Socking it to eating disorders

Catwalk models
Socking it to eating disorders

Did you know that this week is National Eating Disorders Week? No, most people probably don’t unless they or a loved one have suffered from disordered eating or food issues. I have to confess I do find it quite ironic that the week dedicated to raising awareness of eating disorders (the title of this blog post comes from this year’s slogan) and challenging stereotypes is overlapped by London Fashion Week! I can imagine which of the two events is likely to be getting more media attention, and it’s not going to be a campaign to raise funds for eating disorder charities…

Obviously, there’s a whole lot more to eating disorders than banning underweight models, but the media are likely to be out in force complaining (a) the models are too skinny and (b) the designers have included a few ‘plus size’ models, and when I say plus size, I mean size 12 instead of size 6. It’s the same every year.
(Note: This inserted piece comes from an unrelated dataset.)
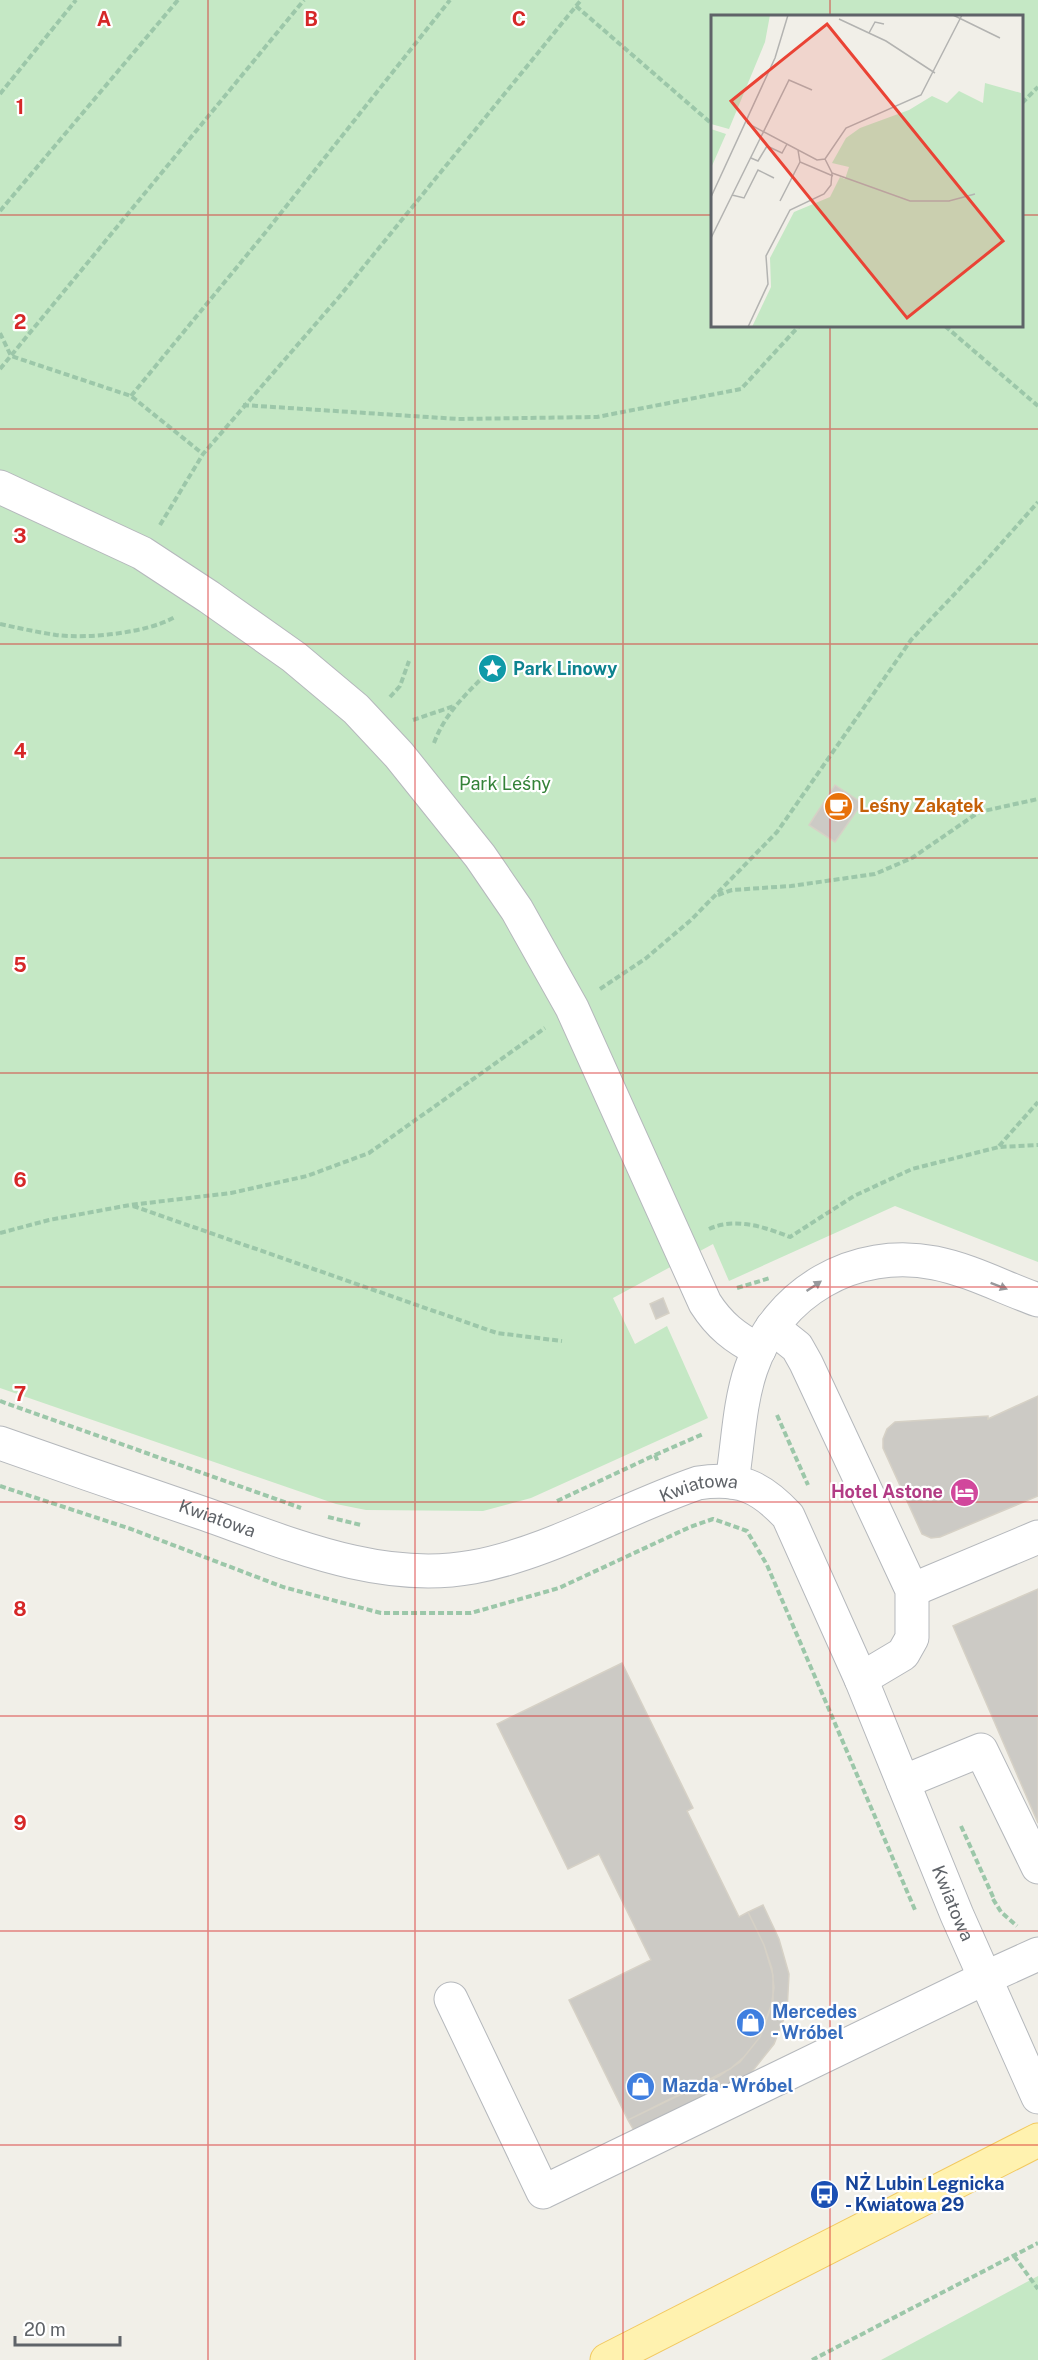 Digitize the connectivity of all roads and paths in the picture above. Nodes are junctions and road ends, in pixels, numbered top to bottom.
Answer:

At the same time, though, anyone (like most of us) who hasn’t been anywhere near catwalk slim since somewhere back in junior school might be interested in an alternative event also taking place next weekend – London Plus Size Fashion Weekend. Sponsored by Simply Be and featuring designers like Anna Scholz and plus size diva Velvet D’Amour, it’s going to be a big party (excuse the pun) complete with a glamorous plus size fashion show.

Although spas are often thought of as being dedicated to the pursuit of beauty, this perception is actually quite out of date because the trend in UK spas especially in more recent years has been more about embracing wellness and making people feel good than punishing them into losing weight. There’s not so much emphasis on slimming treatments, although they will always be available as long as there’s a demand for them, but spas are no longer the sort of place you go for a lettuce leaf and lemon juice fast (although I must confess to being starved on a regime like that as recently as 2001, in a Suffolk spa that’s long been closed.) Even the scary-sounding Boot Camp programmes are more about fitness and good nutrition rather than starving you and working you out until you faint.

Campaign for Body Confidence Ambassador and Central YMCA CEO, Rosi Prescott agreed last year that spas could be good for body confidence, encouraging people to listen to and value our bodies and also ‘promote a positive sense of self’ – do you agree?